Addressing weak lines of accountability is only part of the task of raising SA’s institutional capacity, it says. SA must also reduce high levels of corruption and put a stop to the ANC’s disastrous cadre-deployment policy.

Fiscal crisis: Why we should be afraid

When the NDP unveiled its goal of getting the economy growing by at least 5% a year it seemed extremely ambitious but still worth striving for. By 2017 it provided a yardstick against which SA could measure just how far it had fallen below its potential. To quote Discovery Health’s Adrian Gore, "the NDP’s growth target isn’t a goal, it’s a threat".

Western Cape premier Helen Zille, like many, believed that by 2017 the NDP was stone dead. "It died on divisions within the ANC," she said, pointing out that the NDP was totally incompatible with "radical economic transformation".

Zille may well be right that the NDP can’t be resuscitated.
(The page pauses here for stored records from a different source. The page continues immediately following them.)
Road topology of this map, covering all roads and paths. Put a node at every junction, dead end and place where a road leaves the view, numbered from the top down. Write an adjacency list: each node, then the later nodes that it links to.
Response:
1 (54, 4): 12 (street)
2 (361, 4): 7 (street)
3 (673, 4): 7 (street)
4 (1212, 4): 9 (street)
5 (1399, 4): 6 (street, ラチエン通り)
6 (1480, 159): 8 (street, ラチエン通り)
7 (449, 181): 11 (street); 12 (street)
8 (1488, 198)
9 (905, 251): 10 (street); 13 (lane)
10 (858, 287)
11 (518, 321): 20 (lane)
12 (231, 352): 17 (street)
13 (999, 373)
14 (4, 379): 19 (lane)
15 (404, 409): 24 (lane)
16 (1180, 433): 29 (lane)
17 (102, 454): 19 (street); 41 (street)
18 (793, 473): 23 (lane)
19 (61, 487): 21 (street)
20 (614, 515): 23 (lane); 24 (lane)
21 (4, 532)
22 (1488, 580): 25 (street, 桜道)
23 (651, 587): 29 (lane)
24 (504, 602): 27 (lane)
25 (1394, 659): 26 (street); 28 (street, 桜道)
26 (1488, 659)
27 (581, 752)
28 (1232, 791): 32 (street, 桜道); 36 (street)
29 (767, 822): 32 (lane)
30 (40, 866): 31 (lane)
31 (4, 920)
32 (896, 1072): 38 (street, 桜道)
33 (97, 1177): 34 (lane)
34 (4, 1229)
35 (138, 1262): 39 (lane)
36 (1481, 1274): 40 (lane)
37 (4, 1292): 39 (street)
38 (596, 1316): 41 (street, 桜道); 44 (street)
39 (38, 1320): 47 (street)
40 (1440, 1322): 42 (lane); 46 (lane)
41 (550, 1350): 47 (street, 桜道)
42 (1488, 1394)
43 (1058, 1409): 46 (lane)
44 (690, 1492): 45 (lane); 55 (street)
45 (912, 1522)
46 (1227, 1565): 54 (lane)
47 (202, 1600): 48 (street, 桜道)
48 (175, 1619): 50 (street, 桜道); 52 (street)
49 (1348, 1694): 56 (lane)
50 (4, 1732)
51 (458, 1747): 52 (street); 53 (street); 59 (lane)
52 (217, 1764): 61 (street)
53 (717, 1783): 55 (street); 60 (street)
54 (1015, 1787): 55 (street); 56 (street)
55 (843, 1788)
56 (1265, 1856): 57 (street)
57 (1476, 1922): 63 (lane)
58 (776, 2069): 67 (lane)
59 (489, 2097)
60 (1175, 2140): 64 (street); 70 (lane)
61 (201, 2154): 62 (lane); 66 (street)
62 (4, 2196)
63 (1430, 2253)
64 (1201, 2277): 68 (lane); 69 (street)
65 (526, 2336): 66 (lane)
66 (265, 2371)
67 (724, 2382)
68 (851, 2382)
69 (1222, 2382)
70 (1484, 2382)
On the other hand, the NDP was embraced by nearly all South Africans and political parties. It wouldn’t be hard to build support and put energy behind it.

The bottom line is that SA has a national development plan just sitting on the shelf. Should a future administration wish to dust it off, rebrand it, and use it as a launch pad to get growth going, it will find that all that’s really been lacking has been the political will to do so.

Myth 3: SA’s fiscal policies have failed to reduce inequality because they are not progressive enough. True or false?

False: It’s not the targeting of public spending at the poor or even the amount of money being allocated that is the problem. The problem is that government is hopeless at turning social spending into opportunity because the quality of its spending is so poor.

According to a World Bank study, 3.6m South Africans have been rescued from poverty, and income inequality has been reduced by 25% through taxes and social grants that redirect resources from the rich to the poor. In fact, it found that SA has had more success in this than 11 peer countries, among them Brazil, Mexico, Argentina, Indonesia and Ethiopia.

Whereas the income of SA’s richest 10% was more than 1,000 times bigger than the poorest 10% before the effect of taxes and social spending were taken into account, after these fiscal measures the gap narrowed to 66 times. This led to a significant reduction in SA’s income Gini coefficient, from 0.7 to 0.59, it found.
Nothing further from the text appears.